━━ Given data ━━
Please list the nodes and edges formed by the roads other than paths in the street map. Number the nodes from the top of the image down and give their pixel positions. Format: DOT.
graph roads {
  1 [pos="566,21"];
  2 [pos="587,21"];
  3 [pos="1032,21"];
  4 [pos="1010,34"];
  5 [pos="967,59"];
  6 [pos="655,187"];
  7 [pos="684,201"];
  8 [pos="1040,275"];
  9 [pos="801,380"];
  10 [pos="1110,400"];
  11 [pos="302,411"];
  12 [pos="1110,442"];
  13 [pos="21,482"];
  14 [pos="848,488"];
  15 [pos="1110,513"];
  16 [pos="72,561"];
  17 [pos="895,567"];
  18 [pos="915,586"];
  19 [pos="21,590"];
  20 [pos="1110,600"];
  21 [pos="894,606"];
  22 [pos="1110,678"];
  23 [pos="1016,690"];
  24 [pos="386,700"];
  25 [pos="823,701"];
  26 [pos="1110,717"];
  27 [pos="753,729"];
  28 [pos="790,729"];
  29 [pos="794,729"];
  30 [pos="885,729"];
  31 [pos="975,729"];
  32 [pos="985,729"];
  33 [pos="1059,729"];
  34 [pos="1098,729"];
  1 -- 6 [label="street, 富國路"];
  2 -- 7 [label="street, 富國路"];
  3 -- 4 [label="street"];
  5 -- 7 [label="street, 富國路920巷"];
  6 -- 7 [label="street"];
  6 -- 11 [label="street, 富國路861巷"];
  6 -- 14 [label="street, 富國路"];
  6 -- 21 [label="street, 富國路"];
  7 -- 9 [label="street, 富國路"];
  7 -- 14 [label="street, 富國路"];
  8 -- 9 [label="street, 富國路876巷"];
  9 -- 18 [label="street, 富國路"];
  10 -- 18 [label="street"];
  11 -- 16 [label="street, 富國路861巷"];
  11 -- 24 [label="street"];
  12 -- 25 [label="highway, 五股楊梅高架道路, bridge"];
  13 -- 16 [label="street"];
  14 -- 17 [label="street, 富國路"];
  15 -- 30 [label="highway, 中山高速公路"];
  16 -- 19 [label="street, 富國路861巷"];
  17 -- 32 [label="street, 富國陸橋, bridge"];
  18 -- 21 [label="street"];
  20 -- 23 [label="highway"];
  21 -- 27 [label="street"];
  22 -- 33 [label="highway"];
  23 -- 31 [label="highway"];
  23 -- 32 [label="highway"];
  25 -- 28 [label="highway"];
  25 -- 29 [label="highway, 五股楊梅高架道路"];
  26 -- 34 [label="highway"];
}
━━━
§ **What to do**
For this exercise, output the entries above exactly as written.

§ **Answer section**
Please list the nodes and edges formed by the roads other than paths in the street map. Number the nodes from the top of the image down and give their pixel positions. Format: DOT.
graph roads {
  1 [pos="566,21"];
  2 [pos="587,21"];
  3 [pos="1032,21"];
  4 [pos="1010,34"];
  5 [pos="967,59"];
  6 [pos="655,187"];
  7 [pos="684,201"];
  8 [pos="1040,275"];
  9 [pos="801,380"];
  10 [pos="1110,400"];
  11 [pos="302,411"];
  12 [pos="1110,442"];
  13 [pos="21,482"];
  14 [pos="848,488"];
  15 [pos="1110,513"];
  16 [pos="72,561"];
  17 [pos="895,567"];
  18 [pos="915,586"];
  19 [pos="21,590"];
  20 [pos="1110,600"];
  21 [pos="894,606"];
  22 [pos="1110,678"];
  23 [pos="1016,690"];
  24 [pos="386,700"];
  25 [pos="823,701"];
  26 [pos="1110,717"];
  27 [pos="753,729"];
  28 [pos="790,729"];
  29 [pos="794,729"];
  30 [pos="885,729"];
  31 [pos="975,729"];
  32 [pos="985,729"];
  33 [pos="1059,729"];
  34 [pos="1098,729"];
  1 -- 6 [label="street, 富國路"];
  2 -- 7 [label="street, 富國路"];
  3 -- 4 [label="street"];
  5 -- 7 [label="street, 富國路920巷"];
  6 -- 7 [label="street"];
  6 -- 11 [label="street, 富國路861巷"];
  6 -- 14 [label="street, 富國路"];
  6 -- 21 [label="street, 富國路"];
  7 -- 9 [label="street, 富國路"];
  7 -- 14 [label="street, 富國路"];
  8 -- 9 [label="street, 富國路876巷"];
  9 -- 18 [label="street, 富國路"];
  10 -- 18 [label="street"];
  11 -- 16 [label="street, 富國路861巷"];
  11 -- 24 [label="street"];
  12 -- 25 [label="highway, 五股楊梅高架道路, bridge"];
  13 -- 16 [label="street"];
  14 -- 17 [label="street, 富國路"];
  15 -- 30 [label="highway, 中山高速公路"];
  16 -- 19 [label="street, 富國路861巷"];
  17 -- 32 [label="street, 富國陸橋, bridge"];
  18 -- 21 [label="street"];
  20 -- 23 [label="highway"];
  21 -- 27 [label="street"];
  22 -- 33 [label="highway"];
  23 -- 31 [label="highway"];
  23 -- 32 [label="highway"];
  25 -- 28 [label="highway"];
  25 -- 29 [label="highway, 五股楊梅高架道路"];
  26 -- 34 [label="highway"];
}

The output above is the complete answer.